Alaska really is huge with so many breathtaking things to see and explore. Most cruise lines offer the typical 7 night round trip cruise out of either Seattle or Vancouver. Some cruise lines have been in Alaska longer and they offer some stops that the others cannot. Princess and Holland America have both been in Alaska for 50 years so they really are the experts and offer the best options. If you are just doing a 7 night cruise your really want to be sure it includes one of the big glaciers – Glacier Bay really is the BIG one but the other is Hubbard Glacier. Doing just a cruise only lets you see the very edge of Alaska. If you really want to get more in depth into Alaska you would want to book a cruise along with a cruisetour. The cruisetour portion will be either before or after your cruise and you can choose the number of nights. Holland America and Princess have their own lodges but the other cruise lines will offer some type of cruisetour. I am actually headed up to Alaska next week to do a cruise tour before my cruise so stay tuned for my trip report and hopefully some live updates.
#2 Norwegian Fjords
After cruising Alaska and realizing that cooler locations make a nice summer break we started looking at other options. The Norwegian Fjords always looked so picture perfect with all the waterfalls and cute villages. It did not disappoint! I loved every stop and even though weather conditions caused the ship to cancel our 2 stops above the Arctic circle it was still very cool to be able to say I have been above the Arctic Circle. We went in May and even though that isn’t Peak season we had wonderful weather with even a bit of a heat wave where it was in the 80s. For those of us on the East Coast we are kind of in the middle of either Alaska or Norway so it would a tough call as to which to pick as they are similar but also different. If you really want wildlife I think Alaska offers more options but Norway seemed to have more waterfalls.
#3 British Isles
You might think the British Isles are too small to warrant their own cruises but trust me they are not! The typical British Isles cruise is 10 – 14 days. You might think that means you are only visiting British ports but you will usually have some that are not as well. Some cruises might even include Iceland. Our British Isles cruise mostly focused on Ireland but we also had a few UK stops and we started and ended in Amsterdam. Generally smaller ships do these cruises which is what I love since that means you never really feel overcrowded even when visiting some of the big cities. Our cruise stopped at the big ones like Dublin, Cork, Belfast, and Liverpool but we also had some smaller stops too. I really enjoyed the smaller ports where you could walk to the local pub from the ship and really feel like you were part of this small town even if only for the day. The North Atlantic can be a little rough on the West Coast of Ireland though and on our cruise it was so rough we had to turn around and go back around the other way. I guess they don’t call it the Wild Atlantic Way for nothing.
#4 The Baltics
A Baltic cruise is also sometimes called Northern Europe and will typically include Scandinavia and Russia. You might stop in places like Oslo, Copenhagen, Stockholm, Tallinn, and St Petersburg. If you have always wanted to visit Russia a Baltic cruise is one of the easiest ways to do it. The Visa requirements for Russia can be tricky but booking a cruise shore excursion will usually take care of all of that for you. You really get to see a wide range of cultures and histories on these cruises since you are visiting so many countries. A Baltic cruise can be pretty port intensive for that reason so that is important to take into consideration.

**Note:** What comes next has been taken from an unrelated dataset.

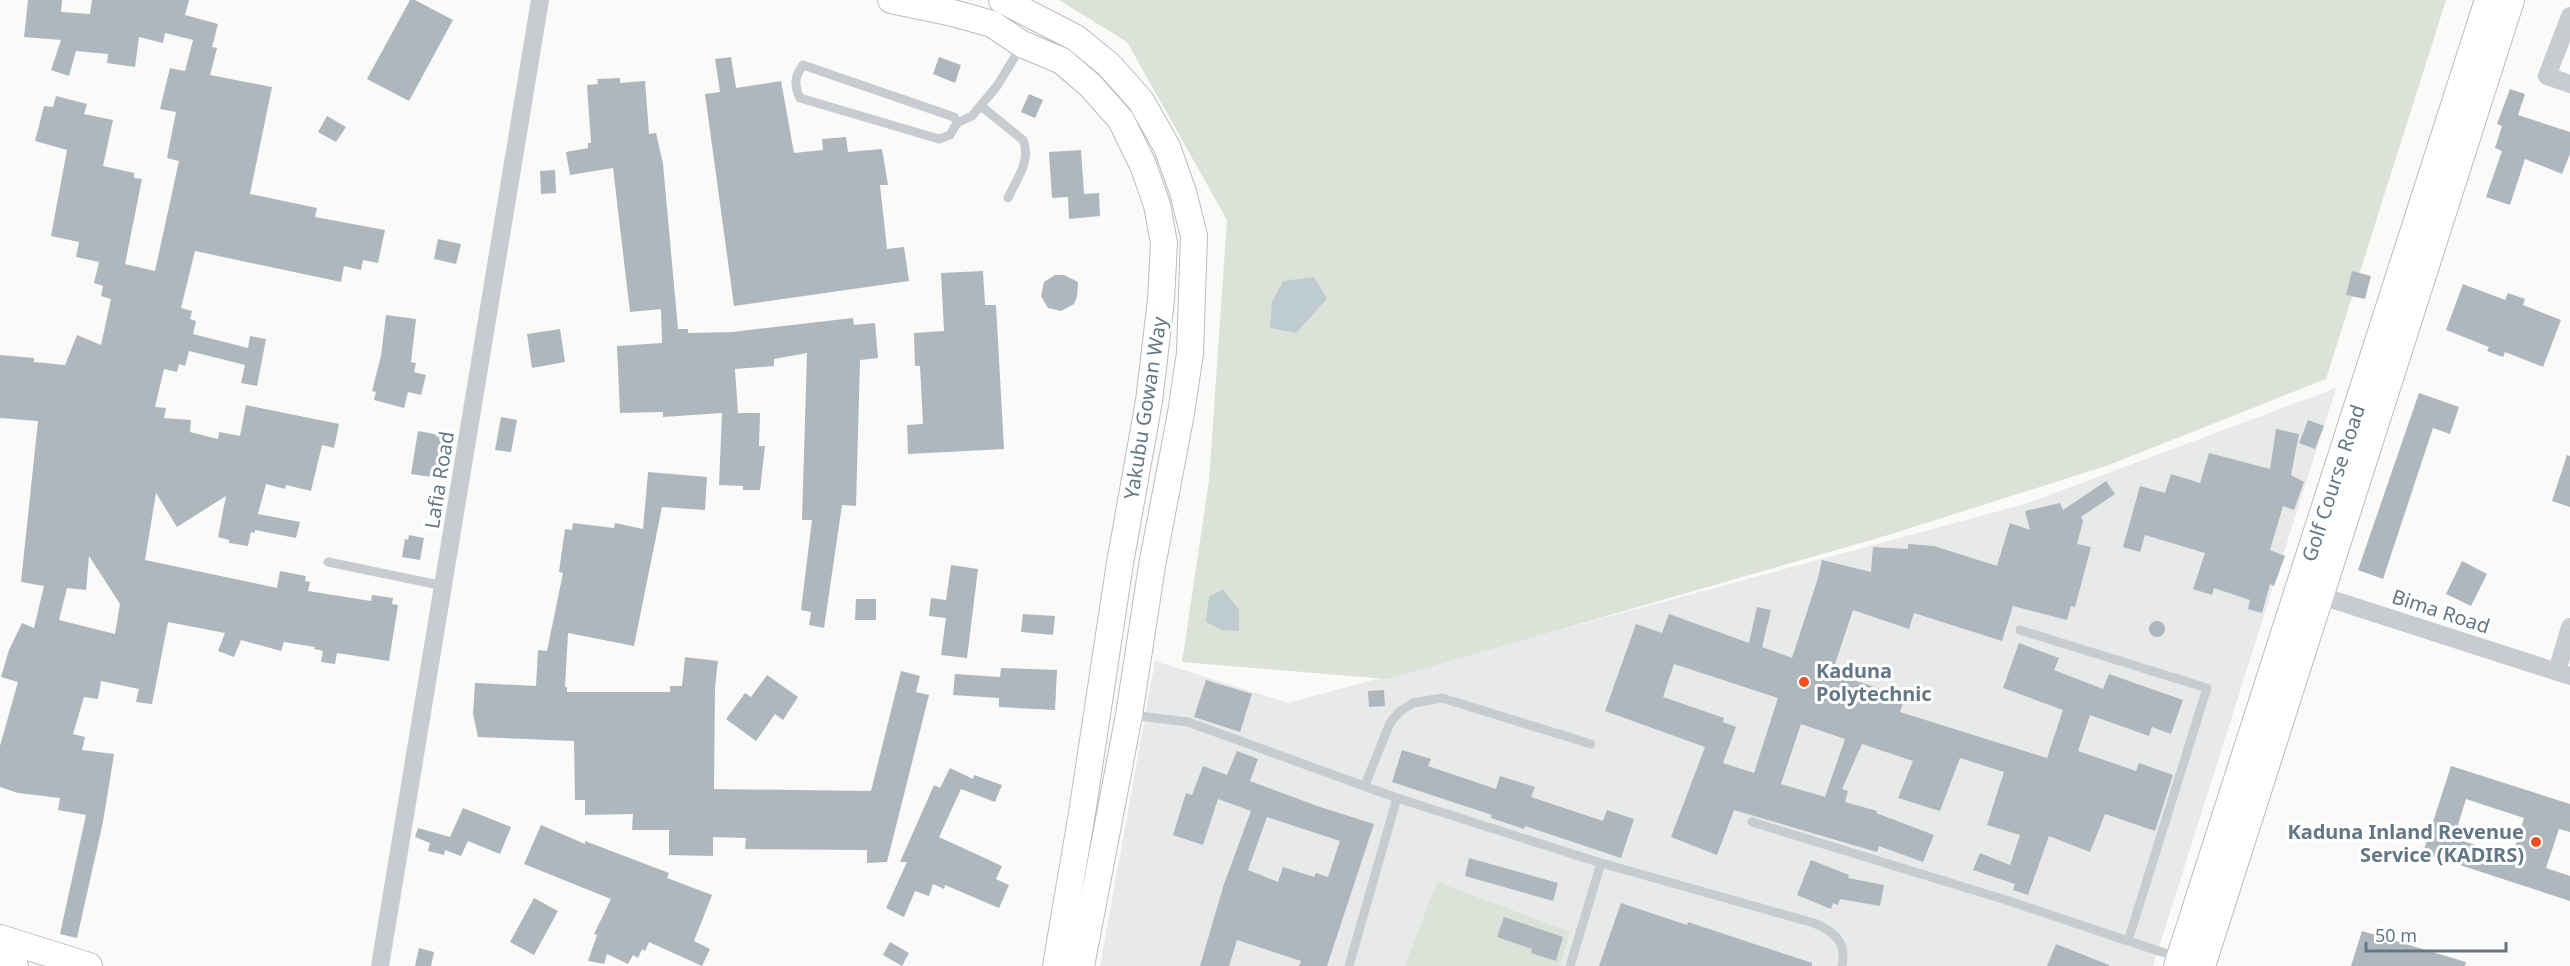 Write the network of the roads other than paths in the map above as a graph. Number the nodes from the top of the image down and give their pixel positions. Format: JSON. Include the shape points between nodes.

Cruise lines only sail these locations April – October. Peak season for these really is June and July. Earlier or Later in the season can offer less crowds and lower prices but might also not have the best weather. School vacations also mean more kids during those peak dates.
Bermuda and Canada/New England are also places that have a limited summer window for cruising but may not offer the same cooling effect as the others. Generally Bermuda cruises are April – November with with June – August being peak season. For Canada/New England cruises will run May – October with August – October being the time to leaf peep.
If you are sweating right now and thinking how can I cool off why not start thinking about planning a cool cruise for next summer (there might still be some last minute deals for cool cruises this summer too – just contact me to find out).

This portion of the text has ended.